All nurses are likely to be responsible for the administration and management of some form of intravenous (IV) therapy. A brief overview of the main types and routes for this administration follows.


- Continuous infusion: generally large volumes of drug or solution given at a set rate over a prolonged period.

- Intermittent infusion: drugs such as antibiotics added to a small amount of solution (up to 500ml) and given over a short period, at a specific time or frequency.

- Bolus or direct injection: direct injection of a drug into the vascular access device or infusion port, given as a slow bolus or push.


There are a number of vascular access devices which can be used for the administration of IV therapies. However, not all access devices are suitable for all types of infusion and the nurse has a responsibility to know which are and are not suitable in each case.

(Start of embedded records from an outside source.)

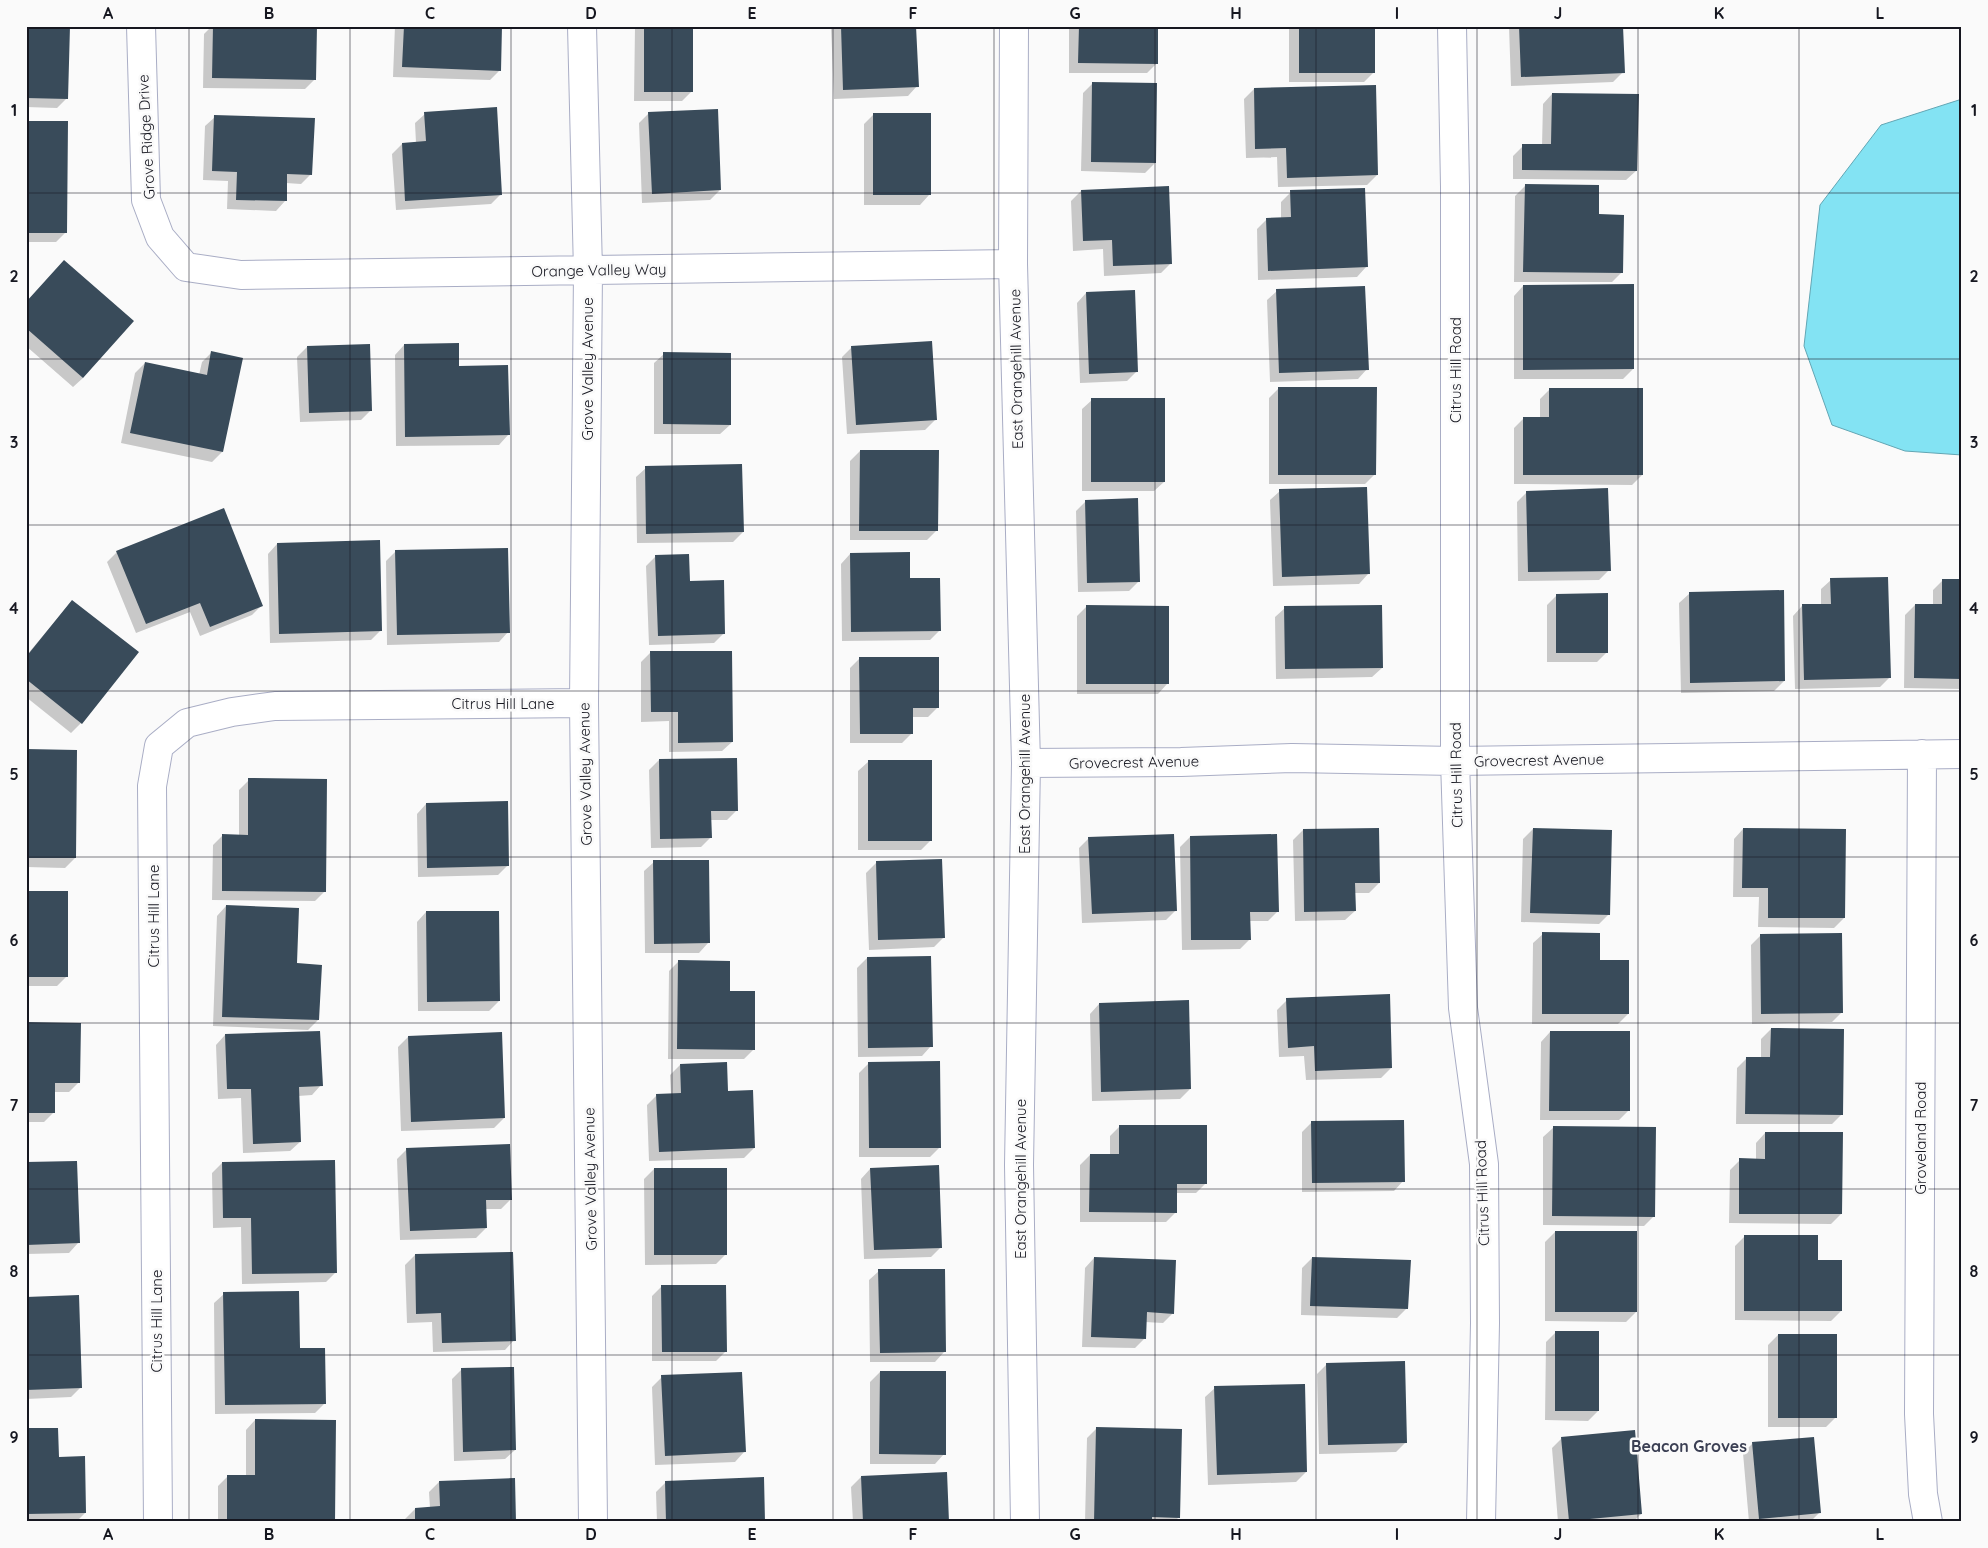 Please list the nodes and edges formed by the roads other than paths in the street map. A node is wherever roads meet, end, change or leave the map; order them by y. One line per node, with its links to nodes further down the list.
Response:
1 (141, 26): 6 (street, Grove Ridge Drive)
2 (582, 26): 7 (street, Grove Valley Avenue)
3 (1014, 26): 5 (street, East Orangehill Avenue)
4 (1452, 26): 11 (street, Citrus Hill Road)
5 (1013, 264): 7 (street, Orange Valley Way); 12 (street, East Orangehill Avenue)
6 (186, 267): 7 (street, Orange Valley Way)
7 (588, 270): 8 (street, Grove Valley Avenue)
8 (584, 703): 14 (street, Citrus Hill Lane); 15 (street, Grove Valley Avenue)
9 (1922, 754): 10 (street, Grovecrest Avenue); 11 (street, Grovecrest Avenue); 17 (street, Groveland Road)
10 (1962, 754)
11 (1455, 761): 12 (street, Grovecrest Avenue); 13 (street, Citrus Hill Road)
12 (1026, 763): 16 (street, East Orangehill Avenue)
13 (1479, 1521)
14 (158, 1522)
15 (594, 1522)
16 (1025, 1522)
17 (1928, 1522)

- Peripheral cannula: designed for short-term use (48-96 hours), inserted into the peripheral veins of the arm or foot.

- Midline catheters: designed for short to medium-term access, inserted peripherally up to 20cm into the vein, often used when peripheral access is difficult or limited. They protect the integrity of veins.

- Peripherally inserted central catheter (PICC) lines: designed for long-term use (several weeks or months), inserted peripherally and advanced into central veins. Often used for total parenteral nutrition.

- Percutaneous central venous catheter (CVC): short to medium-term use, inserted through the skin via the internal jugular or subclavian vein, into the superior vena cava.

- Skin-tunnelled central-venous catheter (Hickman Line) - long-term, indefinite use, inserted to separate the entry to the vein from the skin opening. Tissue granulates around the cuff to create a tunnel, acting as a barrier to infection.

- Implanted ports: for long-term, continuous or frequent use.

- As well as using VADs some therapies can be administered subcutaneously.


When using VADs:

- Keep the device free from infection using aseptic techniques;

- Ensure that all devices used in administration remain undamaged;

- Ensure that the administration is via a closed IV system, to reduce the risk of infection or malfunction;

- Maintain device patency.

In the administration of IV therapy the nurse also has a responsibility to ensure that:

- The patient is correctly identified and consents to the treatment;

- The prescription is verified - usually by a second nurse - and administered to the correct patient;

- The infusion device is free from fault or damage;

- The fluid is within its expiry date;

- Any problems with the access device or administration site are observed and reported;

- The infusion rate is calculated correctly and is delivered accurately;

- The patient’s condition is monitored;

- All interventions are documented appropriately.